### What the exercise asks
Only text belongs in your copy of the listing below; reproduce it exactly and leave out the pictures.

___ Records shown

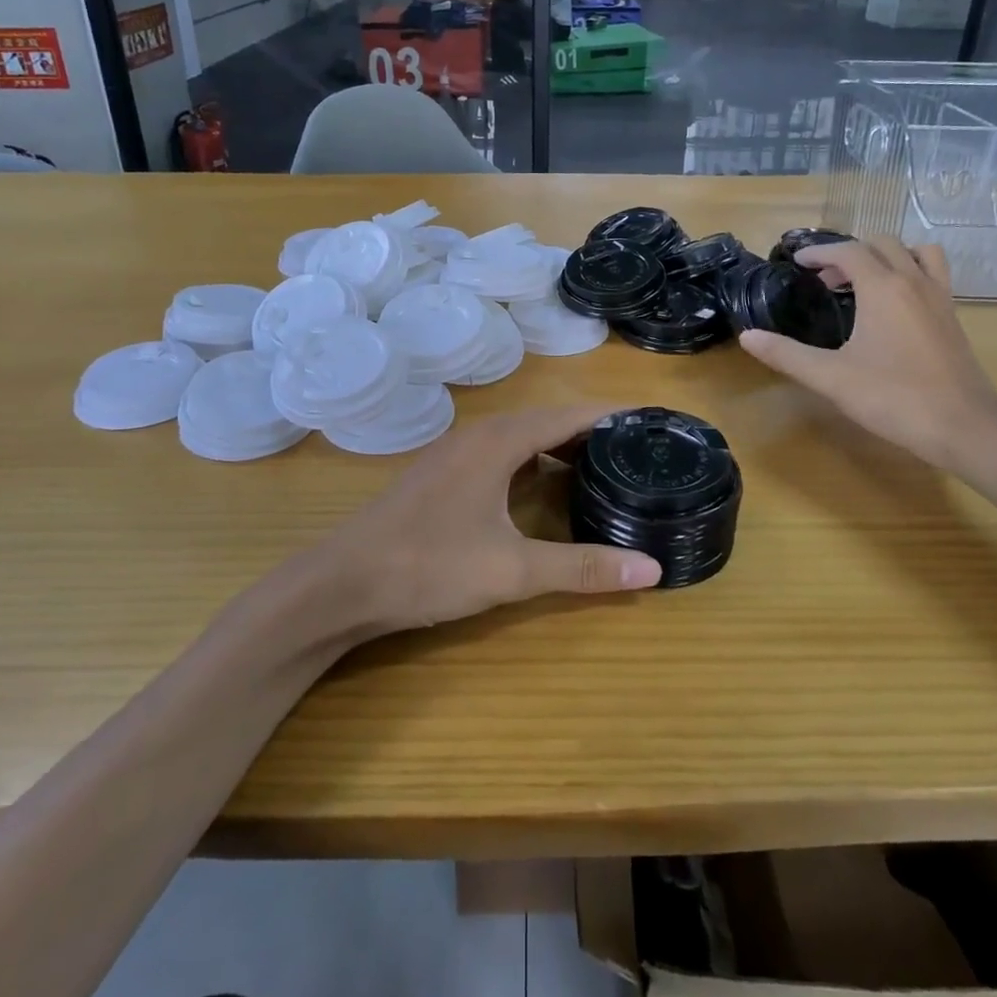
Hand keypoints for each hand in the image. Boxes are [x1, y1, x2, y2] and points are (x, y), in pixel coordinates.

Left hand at [316, 403, 660, 635]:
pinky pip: (500, 454)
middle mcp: (478, 435)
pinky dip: (532, 462)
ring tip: (601, 467)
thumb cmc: (428, 566)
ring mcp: (455, 454)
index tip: (653, 422)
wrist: (342, 583)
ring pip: (521, 437)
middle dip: (592, 431)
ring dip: (559, 446)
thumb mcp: (512, 570)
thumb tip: (652, 568)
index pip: (570, 414)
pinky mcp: (442, 475)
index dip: (613, 415)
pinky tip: (543, 488)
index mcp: (499, 441)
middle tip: (637, 451)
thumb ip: (582, 568)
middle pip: (547, 420)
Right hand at [739, 238, 996, 469]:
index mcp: (883, 288)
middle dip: (849, 253)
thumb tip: (748, 336)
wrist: (964, 427)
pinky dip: (910, 273)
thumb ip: (786, 354)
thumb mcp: (830, 377)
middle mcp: (914, 282)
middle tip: (824, 279)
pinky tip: (894, 307)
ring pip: (916, 253)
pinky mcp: (953, 318)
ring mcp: (940, 298)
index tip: (797, 262)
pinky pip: (933, 275)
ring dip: (887, 256)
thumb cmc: (893, 397)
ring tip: (865, 282)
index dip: (820, 252)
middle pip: (882, 245)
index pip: (848, 251)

______

### Written solution
Hand keypoints for each hand in the image. Boxes are [x1, y1, x2, y2] and points are (x, y), in pixel coordinates.

Left hand at [316, 403, 660, 635]:
pinky pip: (500, 454)
middle mcp: (478, 435)
pinky dip: (532, 462)
ring tip: (601, 467)
thumb cmc: (428, 566)
ring mcp: (455, 454)
index tip: (653, 422)
wrist: (342, 583)
ring pip: (521, 437)
middle dip: (592, 431)
ring dip: (559, 446)
thumb mcp: (512, 570)
thumb tip: (652, 568)
index pip: (570, 414)
pinky mcp: (442, 475)
index dip: (613, 415)
pinky tip: (543, 488)
index mcp: (499, 441)
middle tip: (637, 451)
thumb ip: (582, 568)
middle pip: (547, 420)
Right hand at [739, 238, 996, 469]:
index mcp: (883, 288)
middle dip: (849, 253)
thumb tip: (748, 336)
wrist: (964, 427)
pinky dip: (910, 273)
thumb ip: (786, 354)
thumb mcp: (830, 377)
middle mcp: (914, 282)
middle tip: (824, 279)
pinky tip: (894, 307)
ring pip: (916, 253)
pinky mcp: (953, 318)
ring mcp: (940, 298)
index tip: (797, 262)
pinky pip: (933, 275)
ring dip: (887, 256)
thumb cmc: (893, 397)
ring tip: (865, 282)
index dip: (820, 252)
middle pip: (882, 245)
index pip: (848, 251)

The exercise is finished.